Task to carry out: Which lines have the string "Ahmed"? Copy all of them from the entries below.

[Stored items from a collection]
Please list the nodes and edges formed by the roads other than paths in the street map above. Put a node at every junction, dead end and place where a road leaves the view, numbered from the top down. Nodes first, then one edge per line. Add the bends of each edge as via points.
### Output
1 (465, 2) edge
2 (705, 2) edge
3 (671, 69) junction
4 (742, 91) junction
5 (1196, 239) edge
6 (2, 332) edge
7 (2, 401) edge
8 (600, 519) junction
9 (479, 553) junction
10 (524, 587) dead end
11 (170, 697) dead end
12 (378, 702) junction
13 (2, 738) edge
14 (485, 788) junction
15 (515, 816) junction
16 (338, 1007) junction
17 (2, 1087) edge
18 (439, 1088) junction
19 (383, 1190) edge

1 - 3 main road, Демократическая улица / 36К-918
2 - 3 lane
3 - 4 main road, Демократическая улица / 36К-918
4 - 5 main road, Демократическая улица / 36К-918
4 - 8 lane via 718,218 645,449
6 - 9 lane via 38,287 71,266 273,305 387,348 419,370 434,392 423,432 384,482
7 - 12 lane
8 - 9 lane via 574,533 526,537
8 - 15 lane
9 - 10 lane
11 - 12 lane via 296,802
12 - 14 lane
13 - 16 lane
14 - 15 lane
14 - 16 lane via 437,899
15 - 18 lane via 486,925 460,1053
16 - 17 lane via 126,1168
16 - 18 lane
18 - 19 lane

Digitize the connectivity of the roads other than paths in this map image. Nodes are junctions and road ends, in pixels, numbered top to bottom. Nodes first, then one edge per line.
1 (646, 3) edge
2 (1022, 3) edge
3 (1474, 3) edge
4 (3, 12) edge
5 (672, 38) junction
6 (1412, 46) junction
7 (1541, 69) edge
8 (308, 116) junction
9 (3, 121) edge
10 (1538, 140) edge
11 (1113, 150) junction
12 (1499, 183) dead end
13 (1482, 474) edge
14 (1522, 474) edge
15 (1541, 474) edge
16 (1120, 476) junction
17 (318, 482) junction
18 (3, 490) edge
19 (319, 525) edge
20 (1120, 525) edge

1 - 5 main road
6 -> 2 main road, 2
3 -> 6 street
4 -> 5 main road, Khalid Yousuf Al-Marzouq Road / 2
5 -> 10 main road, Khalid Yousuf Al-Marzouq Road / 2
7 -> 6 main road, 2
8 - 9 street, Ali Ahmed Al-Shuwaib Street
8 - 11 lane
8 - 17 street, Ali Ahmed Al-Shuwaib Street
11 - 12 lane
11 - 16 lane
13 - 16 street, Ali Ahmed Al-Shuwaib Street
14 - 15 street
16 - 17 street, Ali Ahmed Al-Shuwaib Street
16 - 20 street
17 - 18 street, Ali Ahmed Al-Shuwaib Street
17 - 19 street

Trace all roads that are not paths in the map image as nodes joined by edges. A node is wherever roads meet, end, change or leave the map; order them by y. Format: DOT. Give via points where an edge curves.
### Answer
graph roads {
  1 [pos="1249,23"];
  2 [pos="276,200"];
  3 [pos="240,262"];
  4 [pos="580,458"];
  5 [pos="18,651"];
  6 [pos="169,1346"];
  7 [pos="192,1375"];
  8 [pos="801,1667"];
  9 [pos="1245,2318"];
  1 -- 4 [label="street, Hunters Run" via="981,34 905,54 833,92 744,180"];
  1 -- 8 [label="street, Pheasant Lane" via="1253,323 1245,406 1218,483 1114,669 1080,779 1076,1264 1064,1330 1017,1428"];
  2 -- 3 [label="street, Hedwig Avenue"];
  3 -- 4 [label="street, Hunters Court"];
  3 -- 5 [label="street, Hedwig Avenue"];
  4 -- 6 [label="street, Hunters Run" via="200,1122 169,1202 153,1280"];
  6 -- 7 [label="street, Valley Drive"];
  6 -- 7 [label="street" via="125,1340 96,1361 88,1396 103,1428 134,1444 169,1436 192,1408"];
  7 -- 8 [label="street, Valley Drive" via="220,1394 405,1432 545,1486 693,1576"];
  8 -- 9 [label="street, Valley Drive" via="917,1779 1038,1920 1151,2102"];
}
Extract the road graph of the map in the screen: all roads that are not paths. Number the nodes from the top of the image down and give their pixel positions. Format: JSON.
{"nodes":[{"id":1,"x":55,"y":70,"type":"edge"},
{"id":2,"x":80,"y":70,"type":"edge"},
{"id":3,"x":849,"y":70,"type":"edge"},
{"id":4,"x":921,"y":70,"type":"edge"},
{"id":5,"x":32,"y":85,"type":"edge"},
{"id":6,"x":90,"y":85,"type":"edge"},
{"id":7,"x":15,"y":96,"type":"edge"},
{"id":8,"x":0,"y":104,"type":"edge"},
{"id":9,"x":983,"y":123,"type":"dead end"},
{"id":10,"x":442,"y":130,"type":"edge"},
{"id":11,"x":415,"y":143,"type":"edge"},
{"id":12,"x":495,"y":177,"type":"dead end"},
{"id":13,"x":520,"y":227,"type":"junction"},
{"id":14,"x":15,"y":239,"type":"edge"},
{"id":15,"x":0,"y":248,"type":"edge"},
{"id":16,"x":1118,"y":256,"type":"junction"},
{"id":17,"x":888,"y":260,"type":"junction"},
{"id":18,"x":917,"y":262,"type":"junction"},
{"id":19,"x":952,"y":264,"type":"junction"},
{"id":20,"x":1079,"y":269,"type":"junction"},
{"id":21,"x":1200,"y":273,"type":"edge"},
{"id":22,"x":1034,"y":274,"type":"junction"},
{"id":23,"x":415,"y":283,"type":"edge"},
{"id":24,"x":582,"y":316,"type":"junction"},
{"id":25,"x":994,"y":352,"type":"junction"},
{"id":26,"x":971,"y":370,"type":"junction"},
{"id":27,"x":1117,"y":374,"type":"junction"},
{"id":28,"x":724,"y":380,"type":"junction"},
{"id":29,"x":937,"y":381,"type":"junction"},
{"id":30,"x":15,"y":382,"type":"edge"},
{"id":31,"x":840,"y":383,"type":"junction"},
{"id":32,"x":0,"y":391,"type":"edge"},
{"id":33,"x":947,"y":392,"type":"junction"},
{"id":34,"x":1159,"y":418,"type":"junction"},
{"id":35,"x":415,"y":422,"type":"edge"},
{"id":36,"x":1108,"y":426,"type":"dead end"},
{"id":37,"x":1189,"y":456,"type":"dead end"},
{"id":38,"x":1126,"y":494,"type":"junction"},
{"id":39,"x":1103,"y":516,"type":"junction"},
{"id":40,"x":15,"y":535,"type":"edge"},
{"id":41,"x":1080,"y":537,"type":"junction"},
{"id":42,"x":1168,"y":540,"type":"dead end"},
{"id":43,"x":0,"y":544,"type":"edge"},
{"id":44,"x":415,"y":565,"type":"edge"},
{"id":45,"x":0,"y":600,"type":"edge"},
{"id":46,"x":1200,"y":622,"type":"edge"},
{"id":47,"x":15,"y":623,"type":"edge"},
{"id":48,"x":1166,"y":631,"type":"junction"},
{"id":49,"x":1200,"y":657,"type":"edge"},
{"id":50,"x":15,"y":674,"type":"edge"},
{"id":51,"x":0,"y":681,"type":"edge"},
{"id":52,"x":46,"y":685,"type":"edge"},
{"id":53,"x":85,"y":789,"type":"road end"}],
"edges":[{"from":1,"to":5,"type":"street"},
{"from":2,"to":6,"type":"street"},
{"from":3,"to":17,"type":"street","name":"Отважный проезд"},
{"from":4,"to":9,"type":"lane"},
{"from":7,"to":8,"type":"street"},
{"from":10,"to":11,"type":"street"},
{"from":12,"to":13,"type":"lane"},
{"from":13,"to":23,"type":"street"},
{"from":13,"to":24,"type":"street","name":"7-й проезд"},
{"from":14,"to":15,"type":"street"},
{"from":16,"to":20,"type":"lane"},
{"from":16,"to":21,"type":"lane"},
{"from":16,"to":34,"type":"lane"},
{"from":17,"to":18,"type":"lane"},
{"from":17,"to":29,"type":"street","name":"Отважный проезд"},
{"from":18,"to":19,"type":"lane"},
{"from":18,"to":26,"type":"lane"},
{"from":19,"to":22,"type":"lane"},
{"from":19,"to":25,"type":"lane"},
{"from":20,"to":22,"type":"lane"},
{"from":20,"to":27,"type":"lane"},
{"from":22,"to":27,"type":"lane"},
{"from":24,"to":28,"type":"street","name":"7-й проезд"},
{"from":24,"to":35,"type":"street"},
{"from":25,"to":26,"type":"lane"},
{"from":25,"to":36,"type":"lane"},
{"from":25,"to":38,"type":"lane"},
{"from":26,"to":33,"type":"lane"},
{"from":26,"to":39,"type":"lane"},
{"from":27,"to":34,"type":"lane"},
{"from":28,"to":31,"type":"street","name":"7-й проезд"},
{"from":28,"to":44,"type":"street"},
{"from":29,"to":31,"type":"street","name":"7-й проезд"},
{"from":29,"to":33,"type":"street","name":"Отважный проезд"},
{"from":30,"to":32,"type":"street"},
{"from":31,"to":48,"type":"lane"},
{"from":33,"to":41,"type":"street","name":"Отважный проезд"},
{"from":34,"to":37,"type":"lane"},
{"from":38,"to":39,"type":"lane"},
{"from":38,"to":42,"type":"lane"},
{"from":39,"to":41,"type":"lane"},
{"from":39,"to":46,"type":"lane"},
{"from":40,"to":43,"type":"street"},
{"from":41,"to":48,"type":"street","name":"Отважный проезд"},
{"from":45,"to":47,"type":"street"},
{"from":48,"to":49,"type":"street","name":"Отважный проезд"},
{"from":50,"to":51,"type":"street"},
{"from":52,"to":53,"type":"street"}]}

Solution for this problem:
8 - 9 street, Ali Ahmed Al-Shuwaib Street
8 - 17 street, Ali Ahmed Al-Shuwaib Street
13 - 16 street, Ali Ahmed Al-Shuwaib Street
16 - 17 street, Ali Ahmed Al-Shuwaib Street
17 - 18 street, Ali Ahmed Al-Shuwaib Street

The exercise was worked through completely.